:: How to complete this task ::
Transcribe every entry word for word, leaving out all images.

:: Material for the task ::
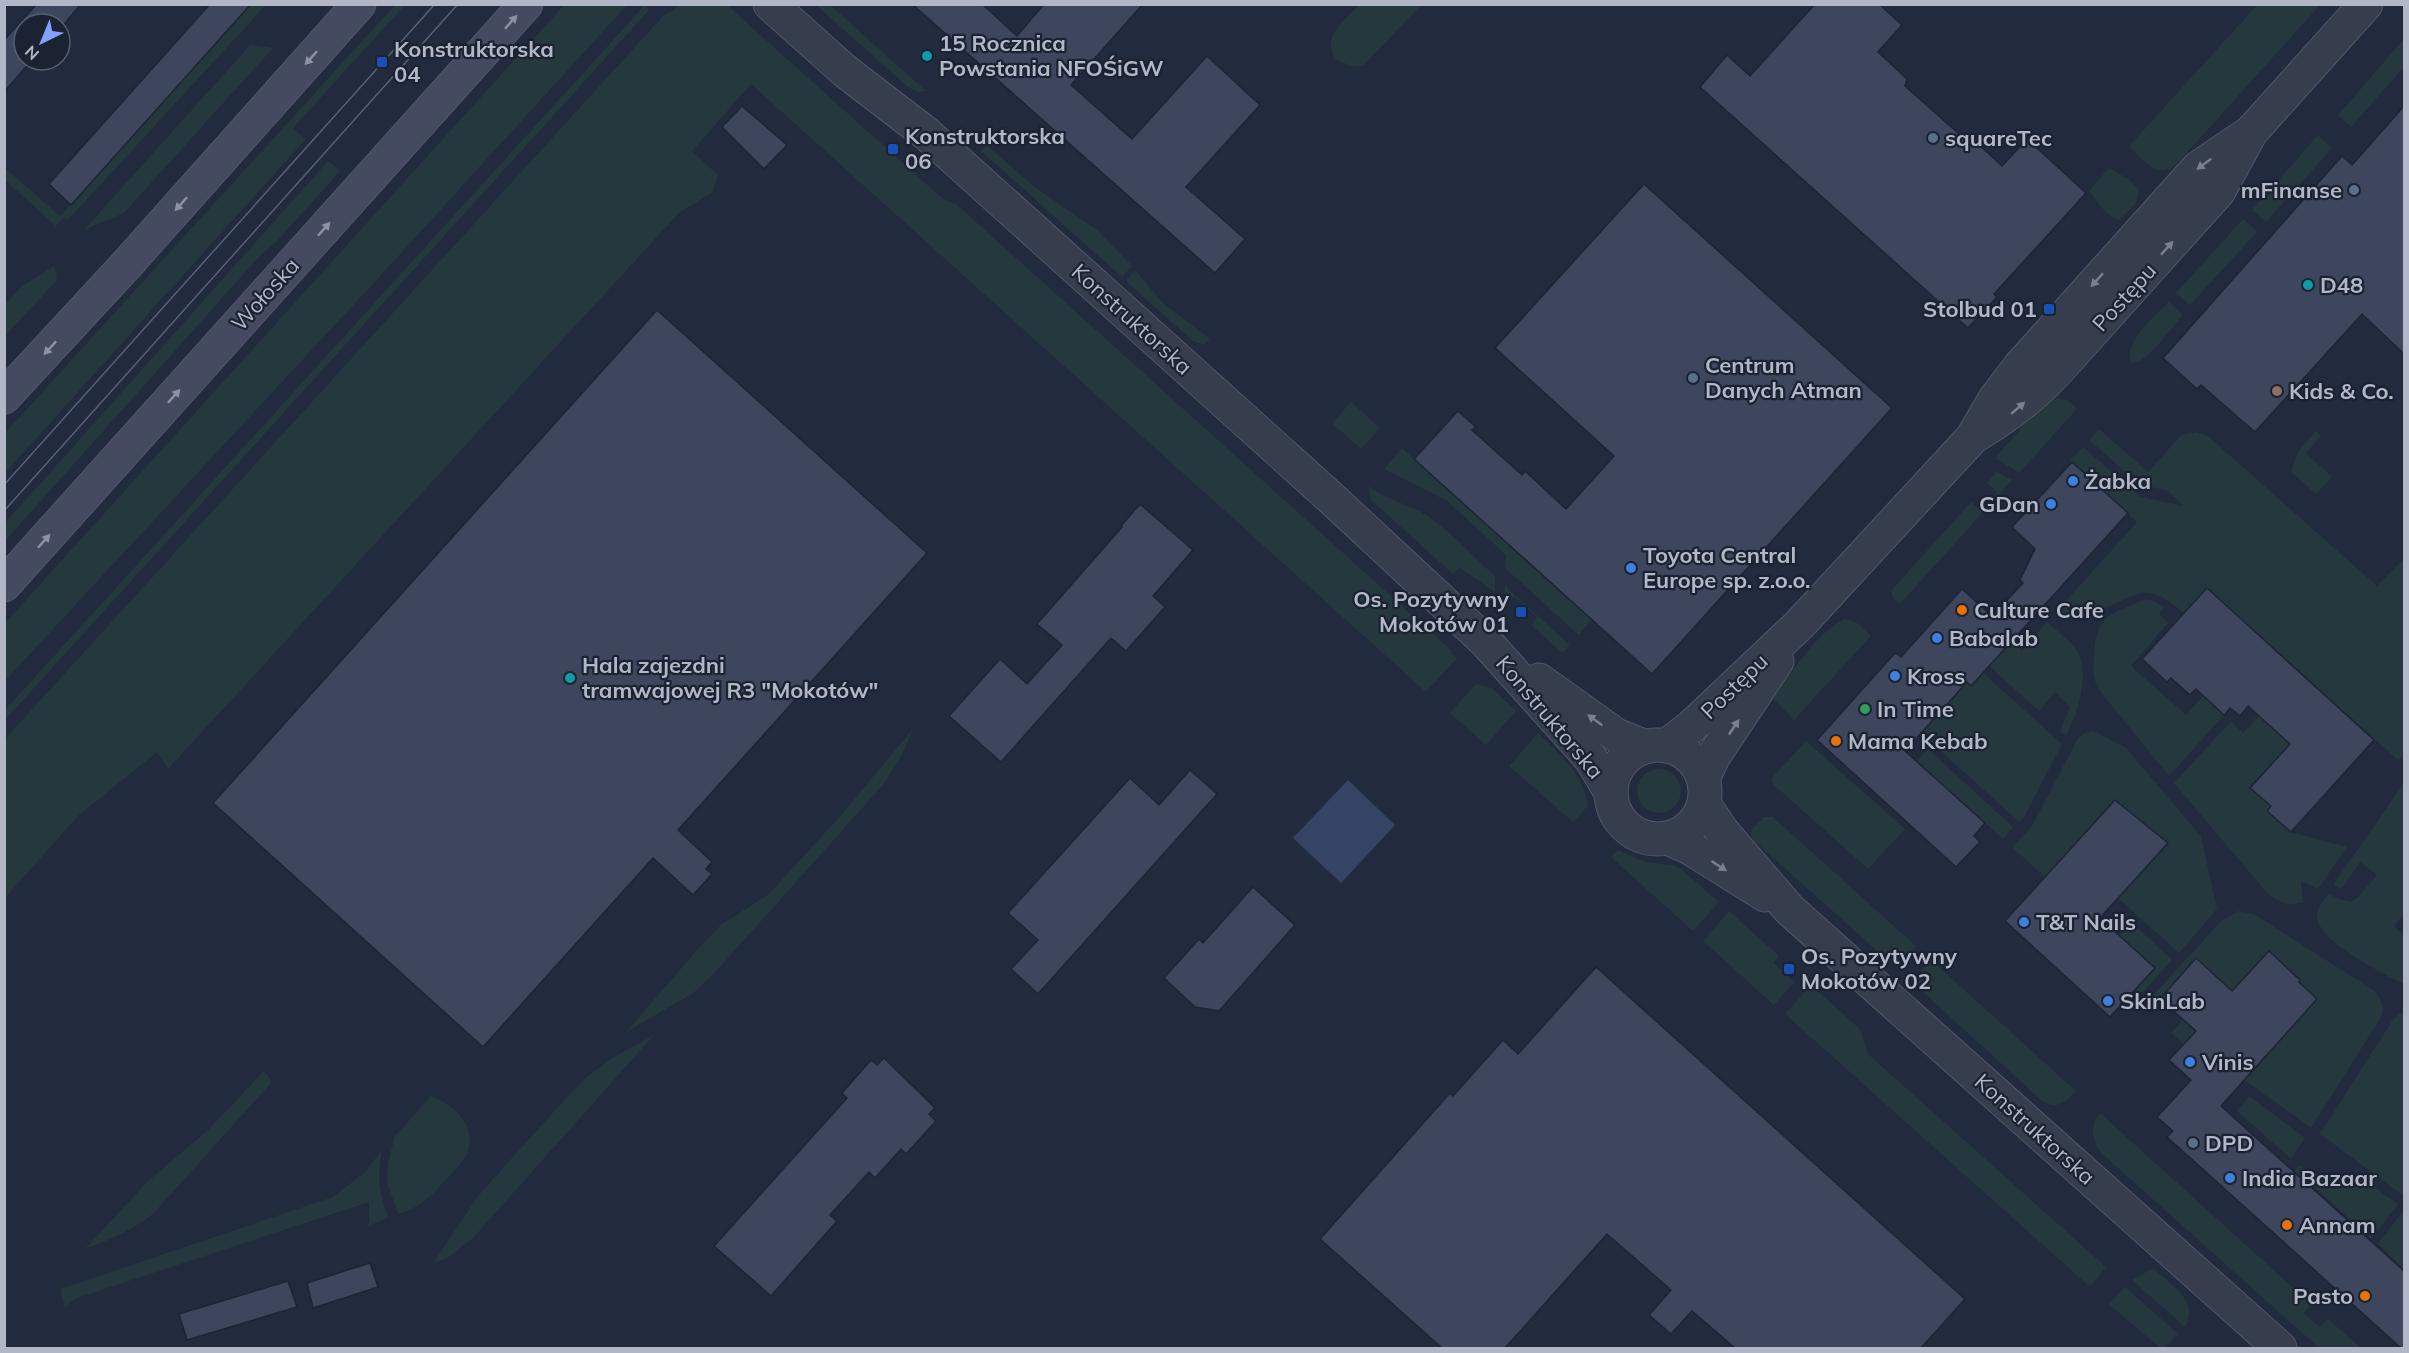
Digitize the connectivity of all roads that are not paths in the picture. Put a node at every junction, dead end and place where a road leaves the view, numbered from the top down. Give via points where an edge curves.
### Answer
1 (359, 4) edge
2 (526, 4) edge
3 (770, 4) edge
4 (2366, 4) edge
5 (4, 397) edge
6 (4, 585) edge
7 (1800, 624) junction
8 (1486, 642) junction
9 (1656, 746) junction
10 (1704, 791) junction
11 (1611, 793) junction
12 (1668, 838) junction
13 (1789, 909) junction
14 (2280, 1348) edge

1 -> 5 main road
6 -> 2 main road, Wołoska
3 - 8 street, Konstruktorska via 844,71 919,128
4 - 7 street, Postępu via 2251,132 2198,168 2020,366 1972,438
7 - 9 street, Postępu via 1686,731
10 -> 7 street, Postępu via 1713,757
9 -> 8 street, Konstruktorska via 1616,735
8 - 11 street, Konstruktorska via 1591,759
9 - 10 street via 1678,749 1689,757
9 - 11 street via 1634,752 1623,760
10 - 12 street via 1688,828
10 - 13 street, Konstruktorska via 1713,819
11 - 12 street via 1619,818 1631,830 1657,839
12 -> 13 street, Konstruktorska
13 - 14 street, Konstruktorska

:: Solution to this exercise ::
Digitize the connectivity of all roads that are not paths in the picture. Put a node at every junction, dead end and place where a road leaves the view, numbered from the top down. Give via points where an edge curves.
### Answer
1 (359, 4) edge
2 (526, 4) edge
3 (770, 4) edge
4 (2366, 4) edge
5 (4, 397) edge
6 (4, 585) edge
7 (1800, 624) junction
8 (1486, 642) junction
9 (1656, 746) junction
10 (1704, 791) junction
11 (1611, 793) junction
12 (1668, 838) junction
13 (1789, 909) junction
14 (2280, 1348) edge

1 -> 5 main road
6 -> 2 main road, Wołoska
3 - 8 street, Konstruktorska via 844,71 919,128
4 - 7 street, Postępu via 2251,132 2198,168 2020,366 1972,438
7 - 9 street, Postępu via 1686,731
10 -> 7 street, Postępu via 1713,757
9 -> 8 street, Konstruktorska via 1616,735
8 - 11 street, Konstruktorska via 1591,759
9 - 10 street via 1678,749 1689,757
9 - 11 street via 1634,752 1623,760
10 - 12 street via 1688,828
10 - 13 street, Konstruktorska via 1713,819
11 - 12 street via 1619,818 1631,830 1657,839
12 -> 13 street, Konstruktorska
13 - 14 street, Konstruktorska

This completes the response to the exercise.